McClendon has compared this team to the 2006 Detroit Tigers in the past, both early this season, and as recently as Friday when he noted that despite going to the World Series that year, the Tigers stumbled down the stretch, costing themselves the division. That team, which McClendon was a part of under manager Jim Leyland, was better for those late-season struggles going forward, McClendon said, and his team will too having now gone through a meaningful September for the first time.

“To know now that we’ve been here, we’ll definitely learn from it for next year moving forward,” Ackley said. “To be able to play 162 games and every single one of them means something, you can’t ask for much more than that.”

Not much more, but certainly just a little bit more would have made for a fun Monday at Safeco Field had the Mariners caught Oakland on the last day of the regular season. Instead, the A’s held on, rendering the Mariners’ final four inning moot other than the fact that Hernandez lowered his ERA to a league-best 2.14 while picking up his 15th victory of the season, perhaps clinching a second Cy Young award in the process.

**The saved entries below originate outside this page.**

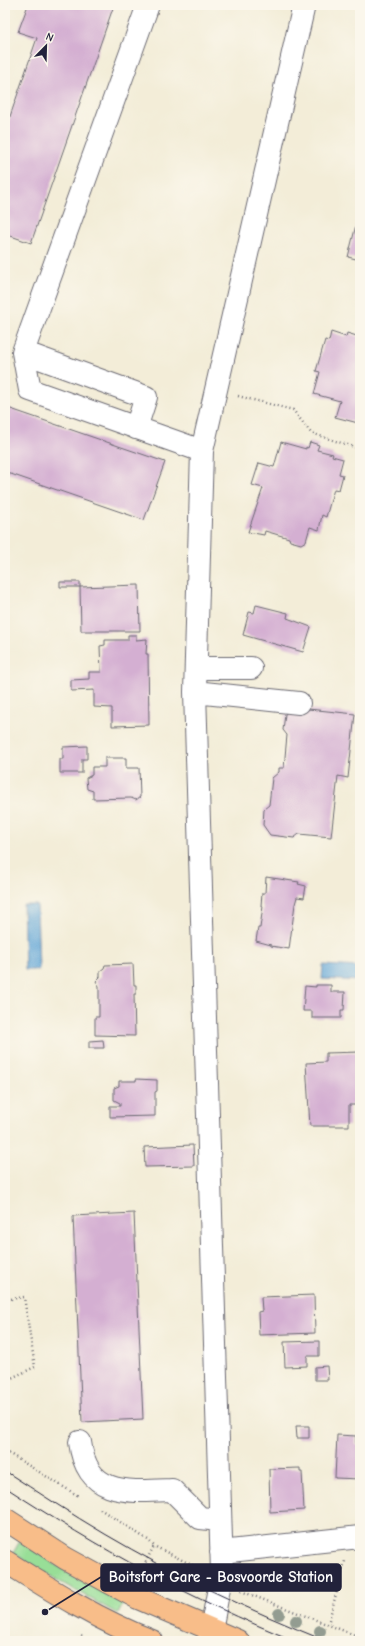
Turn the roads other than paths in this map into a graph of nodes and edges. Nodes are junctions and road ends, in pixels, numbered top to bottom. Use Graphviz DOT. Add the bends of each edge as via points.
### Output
graph roads {
  1 [pos="148,5"];
  2 [pos="304,5"];
  3 [pos="23,352"];
  4 [pos="136,428"];
  5 [pos="202,451"];
  6 [pos="196,668"];
  7 [pos="251,668"];
  8 [pos="195,692"];
  9 [pos="299,703"];
  10 [pos="80,1442"];
  11 [pos="5,1519"];
  12 [pos="220,1520"];
  13 [pos="360,1537"];
  14 [pos="221,1552"];
  15 [pos="5,1561"];
  16 [pos="210,1635"];
  17 [pos="152,1641"];
  18 [pos="238,1641"];
  1 -- 3 [label="street"];
  2 -- 5 [label="street"];
  3 -- 4 [label="street" via="30,390"];
  3 -- 4 [label="street" via="146,398"];
  4 -- 5 [label="street"];
  5 -- 6 [label="street"];
  6 -- 7 [label="street"];
  6 -- 8 [label="street"];
  8 -- 9 [label="street"];
  8 -- 12 [label="street"];
  10 -- 12 [label="street" via="82,1456 88,1469 112,1489 128,1492 172,1490 200,1518"];
  11 -- 16 [label="main road" via="65,1558"];
  12 -- 14 [label="street"];
  13 -- 14 [label="street"];
  14 -- 16 [label="street" via="221,1580"];
  15 -- 17 [label="main road" via="88,1612"];
  16 -- 18 [label="main road"];
}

Hernandez, more than any Mariner, was deserving of the huge ovation that he received when McClendon pulled him in the sixth inning. Hernandez was disappointed to be so close to his first postseason, only to fall a game short, but the Mariners’ longest tenured player, a man who has endured so many losing seasons, he understood why those fans were able to stand and cheer seconds after receiving bad news. For the first time in a long time, even on a disappointing Sunday, the future seems bright for the Mariners.

“We’re going to build a great thing here,” Hernandez said. “We’ve got the pieces. We’re going to be good.”